For example, we often hear from marketers that they don’t really have the time or resources to change their shopping cart in significant ways to improve conversion. Or, if you’re in affiliate marketing, channel marketing, or simply have a go-to-market partner, you might control the beginning of the funnel but have no control over the final conversion. Perhaps you sell a product through third-party stores and distributors and have no control over that process.

I was recently in this boat myself. Not only am I a student in the University of Florida/MECLABS Institute Communicating Value and Web Conversion graduate certificate program, but I’ve been working on marketing it before the April 1st application deadline as well.

The Optimization Process

The first thing I did with the team was map out the customer journey — starting with not knowing anything about the program all the way to enrolling as a student in the program.

Now, here was the great irony. Session 2 of the MMC5436 Messaging Methodologies and the Practice of Conversion Optimization course in the program walks through the optimization process and the first, second and third steps you should take. The very first step is reducing friction and anxiety.
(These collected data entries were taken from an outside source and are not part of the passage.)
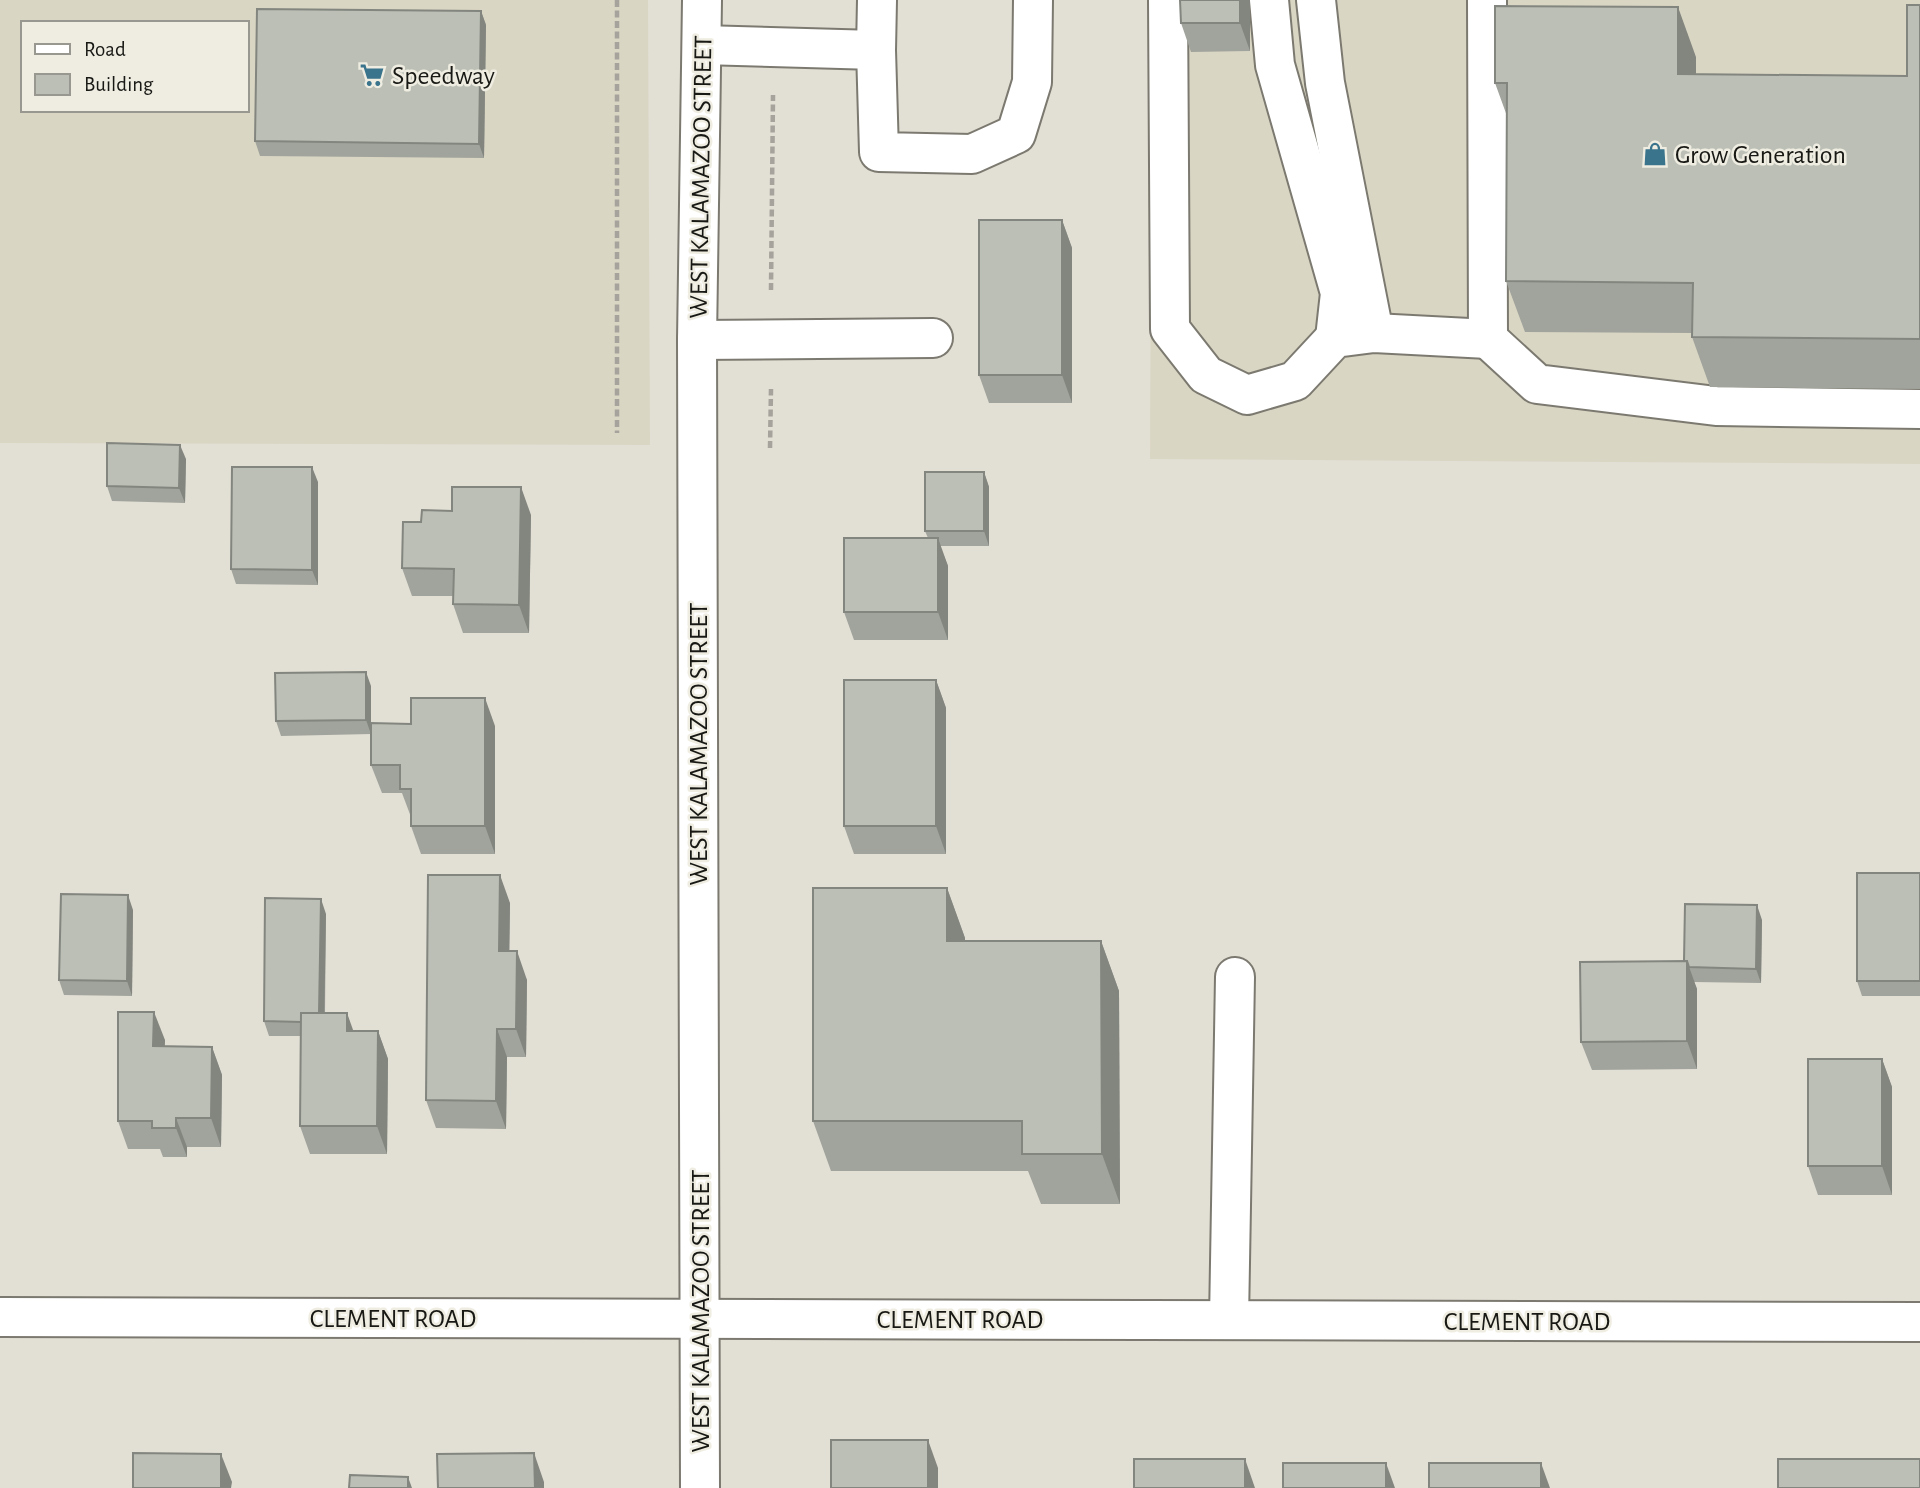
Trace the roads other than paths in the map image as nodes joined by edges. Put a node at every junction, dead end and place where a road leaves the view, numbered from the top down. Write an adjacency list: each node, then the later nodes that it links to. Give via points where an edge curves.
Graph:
1 (702, 0): 8 (street, WEST KALAMAZOO STREET)
2 (877, 0): 9 (street)
3 (1033, 0): 9 (street, via 1032,82 1016,134 972,154 879,152)
4 (1168, 0): 12 (street, via 1170,329 1206,374 1247,395 1295,381)
5 (1269, 0): 12 (street, via 1275,65 1340,293)
6 (1316, 0): 10 (street, via 1325,83)
7 (1487, 0): 13 (street)
8 (702, 45): 9 (street); 14 (street, WEST KALAMAZOO STREET)
9 (876, 50)
10 (1374, 333): 12 (street); 13 (street)
11 (933, 338): 14 (street)
12 (1335, 338)
13 (1488, 339): 15 (street, via 1537,384 1716,406)
14 (697, 340): 18 (street, WEST KALAMAZOO STREET)
15 (1920, 409)
16 (1235, 977): 19 (street)
17 (0, 1317): 18 (street, CLEMENT ROAD)
18 (700, 1319): 19 (street, CLEMENT ROAD); 21 (street, WEST KALAMAZOO STREET)
19 (1229, 1320): 20 (street, CLEMENT ROAD)
20 (1920, 1322)
21 (700, 1488)

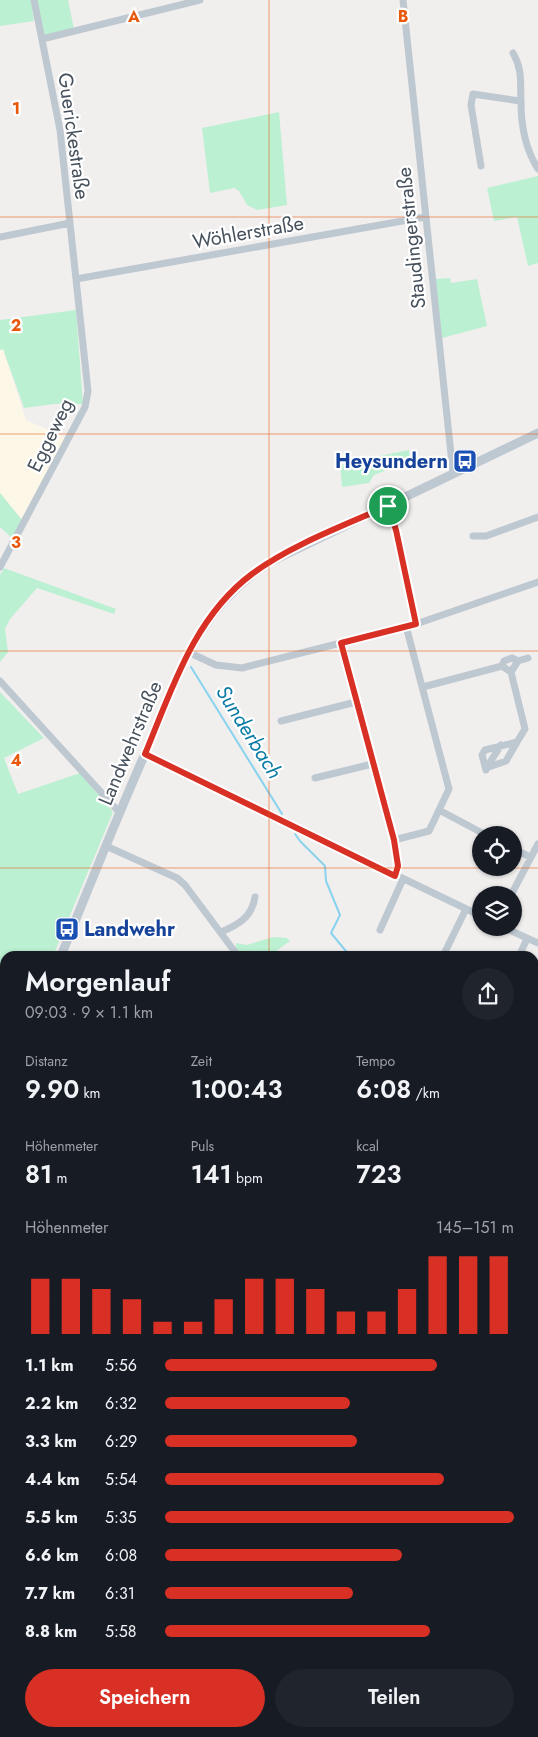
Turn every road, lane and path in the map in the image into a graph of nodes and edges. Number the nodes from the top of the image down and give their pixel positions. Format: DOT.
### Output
graph roads {
  1 [pos="34,0"];
  2 [pos="200,0"];
  3 [pos="403,0"];
  4 [pos="42,39"];
  5 [pos="512,53"];
  6 [pos="520,101"];
  7 [pos="480,166"];
  8 [pos="538,169"];
  9 [pos="425,218"];
  10 [pos="70,223"];
  11 [pos="0,236"];
  12 [pos="76,278"];
  13 [pos="538,433"];
  14 [pos="453,473"];
  15 [pos="388,506"];
  16 [pos="538,517"];
  17 [pos="473,536"];
  18 [pos="0,567"];
  19 [pos="538,582"];
  20 [pos="416,624"];
  21 [pos="406,626"];
  22 [pos="341,643"];
  23 [pos="188,652"];
  24 [pos="528,658"];
  25 [pos="518,661"];
  26 [pos="502,666"];
  27 [pos="511,672"];
  28 [pos="0,681"];
  29 [pos="423,687"];
  30 [pos="356,702"];
  31 [pos="282,721"];
  32 [pos="517,742"];
  33 [pos="499,748"];
  34 [pos="145,754"];
  35 [pos="508,758"];
  36 [pos="372,764"];
  37 [pos="486,768"];
  38 [pos="315,778"];
  39 [pos="439,810"];
  40 [pos="119,812"];
  41 [pos="472,828"];
  42 [pos="394,840"];
  43 [pos="538,844"];
  44 [pos="106,846"];
  45 [pos="522,853"];
  46 [pos="530,857"];
  47 [pos="395,876"];
  48 [pos="403,880"];
  49 [pos="516,886"];
  50 [pos="255,897"];
  51 [pos="466,909"];
  52 [pos="472,912"];
  53 [pos="380,930"];
  54 [pos="221,932"];
  55 [pos="521,936"];
  56 [pos="527,939"];
  57 [pos="538,943"];
  58 [pos="63,951"];
  59 [pos="234,951"];
  60 [pos="445,951"];
  61 [pos="521,951"];
  1 -- 4 [label="street, Guerickestraße"];
  2 -- 4 [label="street"];
  3 -- 9 [label="street, Staudingerstraße"];
  4 -- 10 [label="street, Guerickestraße"];
  5 -- 6 [label="street"];
  6 -- 7 [label="street"];
  6 -- 8 [label="street"];
  9 -- 12 [label="street, Wöhlerstraße"];
  9 -- 14 [label="street, Staudingerstraße"];
  10 -- 11 [label="street"];
  10 -- 12 [label="street, Guerickestraße"];
  12 -- 18 [label="street, Eggeweg"];
  13 -- 14 [label="street, Landwehrstraße"];
  14 -- 15 [label="street, Landwehrstraße"];
  15 -- 20 [label="street"];
  15 -- 23 [label="street, Landwehrstraße"];
  16 -- 17 [label="street"];
  19 -- 20 [label="street"];
  20 -- 21 [label="street"];
  21 -- 22 [label="street"];
  21 -- 29 [label="street"];
  22 -- 23 [label="street"];
  22 -- 30 [label="street"];
  23 -- 34 [label="street, Landwehrstraße"];
  24 -- 25 [label="street"];
  25 -- 26 [label="street"];
  25 -- 27 [label="street"];
  26 -- 27 [label="street"];
  26 -- 29 [label="street"];
  27 -- 32 [label="street"];
  28 -- 40 [label="street"];
  29 -- 39 [label="street"];
  30 -- 31 [label="street"];
  30 -- 36 [label="street"];
  32 -- 33 [label="street"];
  32 -- 35 [label="street"];
  33 -- 35 [label="street"];
  33 -- 37 [label="street"];
  33 -- 37 [label="street"];
  34 -- 40 [label="street, Landwehrstraße"];
  34 -- 47 [label="street"];
  35 -- 37 [label="street"];
  36 -- 38 [label="street"];
  36 -- 42 [label="street"];
  39 -- 41 [label="street"];
  39 -- 42 [label="street"];
  40 -- 44 [label="street, Landwehrstraße"];
  42 -- 47 [label="street"];
  43 -- 46 [label="street"];
  44 -- 54 [label="street"];
  44 -- 58 [label="street, Landwehrstraße"];
  45 -- 46 [label="street"];
  46 -- 49 [label="street"];
  47 -- 48 [label="street"];
  48 -- 51 [label="street"];
  48 -- 53 [label="street"];
  50 -- 54 [label="street"];
  51 -- 52 [label="street"];
  51 -- 60 [label="street"];
  54 -- 59 [label="street"];
  55 -- 56 [label="street"];
  56 -- 57 [label="street"];
  56 -- 61 [label="street"];
}
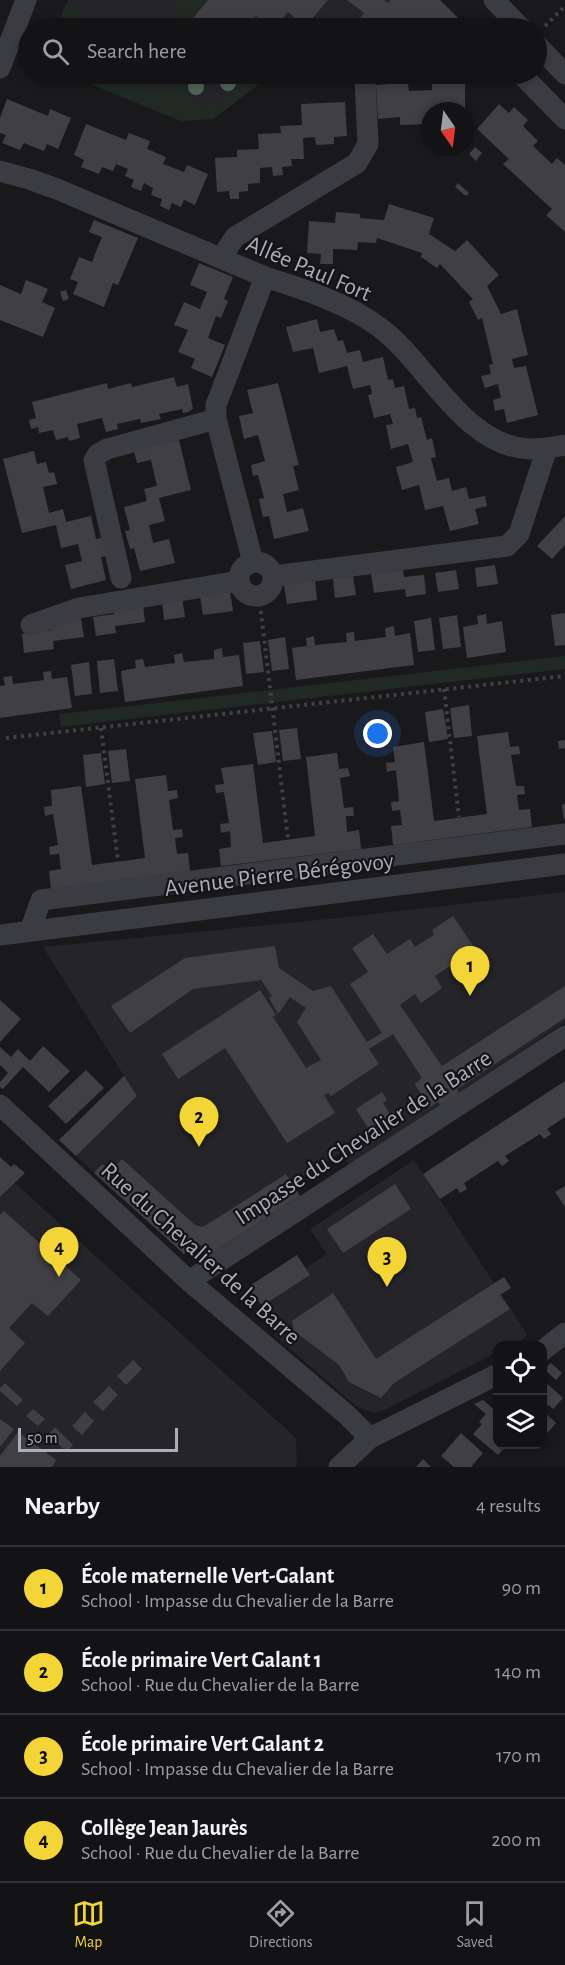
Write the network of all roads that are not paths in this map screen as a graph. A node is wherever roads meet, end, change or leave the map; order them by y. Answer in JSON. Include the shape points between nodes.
{"nodes":[{"id":1,"x":26,"y":0,"type":"edge"},
{"id":2,"x":494,"y":0,"type":"edge"},
{"id":3,"x":19,"y":18,"type":"edge"},
{"id":4,"x":509,"y":18,"type":"edge"},
{"id":5,"x":18,"y":21,"type":"edge"},
{"id":6,"x":547,"y":47,"type":"edge"},
{"id":7,"x":0,"y":68,"type":"edge"},
{"id":8,"x":565,"y":74,"type":"edge"},
{"id":9,"x":366,"y":84,"type":"edge"},
{"id":10,"x":531,"y":84,"type":"edge"},
{"id":11,"x":565,"y":119,"type":"edge"},
{"id":12,"x":0,"y":171,"type":"edge"},
{"id":13,"x":221,"y":258,"type":"junction"},
{"id":14,"x":265,"y":277,"type":"junction"},
{"id":15,"x":216,"y":419,"type":"junction"},
{"id":16,"x":556,"y":446,"type":"edge"},
{"id":17,"x":253,"y":562,"type":"junction"},
{"id":18,"x":273,"y":576,"type":"junction"},
{"id":19,"x":121,"y":578,"type":"dead end"},
{"id":20,"x":239,"y":581,"type":"junction"},
{"id":21,"x":31,"y":625,"type":"dead end"},
{"id":22,"x":558,"y":835,"type":"edge"},
{"id":23,"x":559,"y":864,"type":"edge"},
{"id":24,"x":30,"y":932,"type":"junction"},
{"id":25,"x":0,"y":935,"type":"edge"},
{"id":26,"x":565,"y":1036,"type":"edge"},
{"id":27,"x":0,"y":1105,"type":"edge"},
{"id":28,"x":189,"y":1281,"type":"junction"},
{"id":29,"x":565,"y":1333,"type":"edge"},
{"id":30,"x":547,"y":1348,"type":"edge"},
{"id":31,"x":493,"y":1376,"type":"edge"},
{"id":32,"x":370,"y":1438,"type":"junction"},
{"id":33,"x":339,"y":1467,"type":"edge"}],
"edges":[{"from":1,"to":3,"type":"street"},
{"from":2,"to":4,"type":"street"},
{"from":5,"to":7,"type":"street"},
{"from":6,"to":8,"type":"street"},
{"from":9,"to":13,"type":"street","via":[[368,144],[357,163],[235,237]]},
{"from":10,"to":11,"type":"street"},
{"from":12,"to":13,"type":"street","name":"Allée Paul Fort","via":[[57,189]]},
{"from":13,"to":14,"type":"street","name":"Allée Paul Fort"},
{"from":14,"to":15,"type":"street","via":[[216,405]]},
{"from":14,"to":16,"type":"street","name":"Allée Paul Fort","via":[[297,287],[379,327],[482,432],[527,449]]},
{"from":15,"to":17,"type":"street"},
{"from":15,"to":19,"type":"street","via":[[107,449],[94,460]]},
{"from":16,"to":18,"type":"street","via":[[519,534],[507,546]]},
{"from":17,"to":18,"type":"street","via":[[262,562]]},
{"from":17,"to":20,"type":"street","via":[[240,573]]},
{"from":18,"to":20,"type":"street","via":[[272,586],[259,596],[249,595]]},
{"from":20,"to":21,"type":"street","via":[[79,608]]},
{"from":22,"to":23,"type":"street"},
{"from":22,"to":24,"type":"street","via":[[41,900]]},
{"from":23,"to":24,"type":"street","name":"Avenue Pierre Bérégovoy"},
{"from":24,"to":25,"type":"street","name":"Avenue Pierre Bérégovoy"},
{"from":26,"to":28,"type":"street","name":"Impasse du Chevalier de la Barre"},
{"from":27,"to":28,"type":"street","name":"Rue du Chevalier de la Barre"},
{"from":28,"to":32,"type":"street","name":"Rue du Chevalier de la Barre"},
{"from":29,"to":30,"type":"street"},
{"from":31,"to":32,"type":"street"},
{"from":32,"to":33,"type":"street"}]}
Reduce friction and anxiety

However, when we looked at the step in the customer buying journey with the most friction and anxiety, there was nothing we could do to reduce those elements because that step was the University of Florida application.

When friction is a good thing

The UF application necessarily has friction and anxiety, of course. After all, this isn’t a simple online training purchase; this is a real university application. It should have friction and anxiety. When you increase friction you increase quality as well. And when you have a complex process, it can induce anxiety. Unlike an online product purchase, where I assume the acceptance rate is 100% (as long as the credit card goes through), the University of Florida rejects more “customers” than it invites in, with an acceptance rate of only 46%.

When a process created for one purpose is used for another

However, our students wouldn’t be undergrads or MBA students trying to attain a complex and long degree. Since our program is a graduate certificate (essentially, an accelerated credential that only requires four master’s-level courses), we wouldn’t be using UF’s application to weed out students. Applicants only need a 3.0 undergraduate GPA and don’t have to take the GRE or GMAT, so no weeding out of students is necessary.

But, they would still be UF students, so we would still have to use the standard application. And, our audience would be working professionals in advertising, marketing and general business — so they are accustomed to a seamless customer experience.

Customer-First Marketing: Empowering customers to interact with your brand in the way that works best for them

In the previous semesters of this program, both UF and MECLABS offered, essentially, a concierge team to add the human touch to the application process to overcome this friction and anxiety.

This works well, but we wanted to add an ecommerce option for anyone who wanted to become a student without feeling like they were becoming a “lead” — these people were marketers after all.

For applicants who wanted the human touch, great. We still offer it.

But we didn’t want to force a complex “sale” for those who weren’t interested in being contacted; we wanted to empower them to apply on their own if they chose to do so.

We changed a few other things about the landing page as well to put the customer first and allow them to interact with us in the way they chose, not the way we forced them to. Originally there was an information packet behind a gate — a common and sensible practice to build a list for nurturing. We improved the packet and made it readily available for download. If you just want the information and don’t want emails from us, we don’t want your email address.

We also changed the opt-in form at the bottom of the page to be about content instead of as a squeeze page for general program information. Because if people do want to regularly receive emails from us with content inspired by the program, we want to give them that option as well.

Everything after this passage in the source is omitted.